Conflit post-Bercy, les promoteurs chargent gravement Waly Seck

Les promoteurs de la soirée réussie du chanteur Waly Balago Seck, toujours très remontés contre le fils de Thione ont fait de graves révélations sur lui hier.
Le président de République avait reçu les promoteurs et les artistes en audience avant leur départ pour expliquer le projet du Bercy de Waly Seck.

Selon Moustapha Dieng, il y a eu un coup bas de l’artiste. «Cette audience au Palais, nous l’avons obtenue grâce au directeur de Cabinet du Président. Mais Waly et son staff ont été les premiers à arriver et ont donné l’instruction pour qu’à notre arrivée qu’on n’ait pas accès au Palais, nous dit ‘’Le Populaire’’.

« Arrivés sur place, nous avons été retenus à la porte par le gendarme. C’est Khadim Dia qui a appelé quelqu’un pour qu’on puisse entrer. Et nous avons fait savoir au Président que c’est nous les promoteurs de ce spectacle qui amenons Waly à Bercy», ont-ils tenu à éclairer.

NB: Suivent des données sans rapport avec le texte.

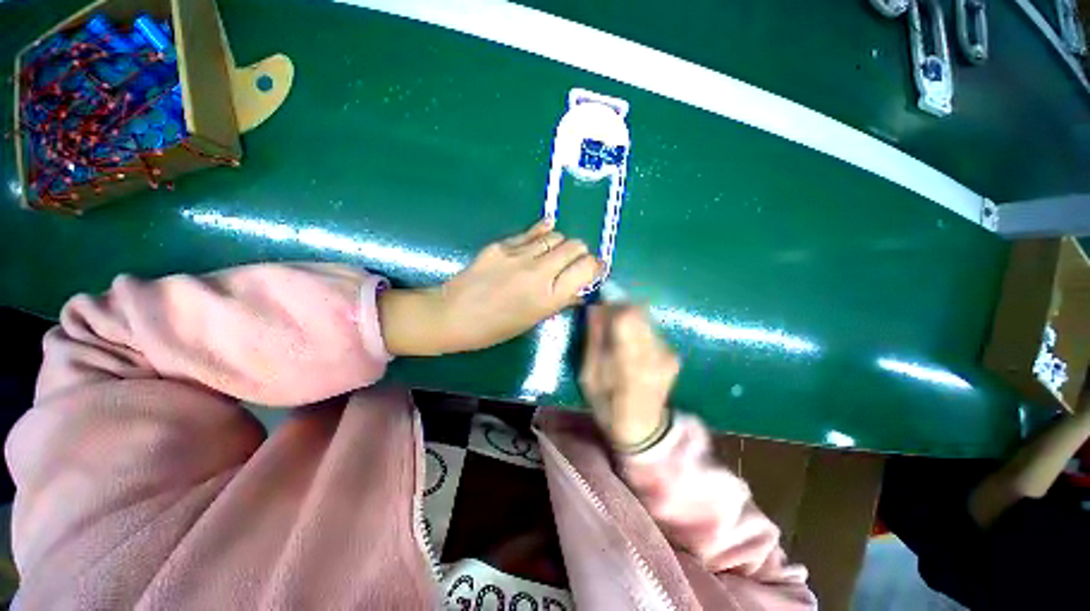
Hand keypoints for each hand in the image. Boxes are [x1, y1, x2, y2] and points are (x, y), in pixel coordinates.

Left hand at [378, 219, 600, 355]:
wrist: (454, 315)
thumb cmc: (496, 327)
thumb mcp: (533, 320)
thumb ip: (560, 301)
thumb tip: (580, 290)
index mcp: (550, 297)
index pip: (588, 267)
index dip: (594, 266)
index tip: (592, 270)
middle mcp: (540, 272)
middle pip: (576, 245)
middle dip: (580, 253)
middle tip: (572, 262)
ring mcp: (520, 255)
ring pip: (556, 235)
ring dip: (560, 243)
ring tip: (552, 253)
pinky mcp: (502, 244)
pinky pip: (532, 232)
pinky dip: (542, 233)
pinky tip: (543, 233)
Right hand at [580, 305, 679, 450]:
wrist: (642, 429)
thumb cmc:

Toujours à cette conférence de presse, les promoteurs ont fait des accusations graves. «Waly Seck n’a qu’à expliquer aux (Sunugaaliens) pourquoi le jour où il partait en France, il a payé une somme de 7 millions ? Et ce montant est destiné à qui ? Nous avons toutes les preuves, parce qu’il y avait une cinquantaine de personnes qu’il voulait amener sans l’entête du ‘Vouzénou’ et ‘Senart Vision’. C’est la raison pour laquelle on leur a tous refusé le visa à l’ambassade de France», révèlent-ils.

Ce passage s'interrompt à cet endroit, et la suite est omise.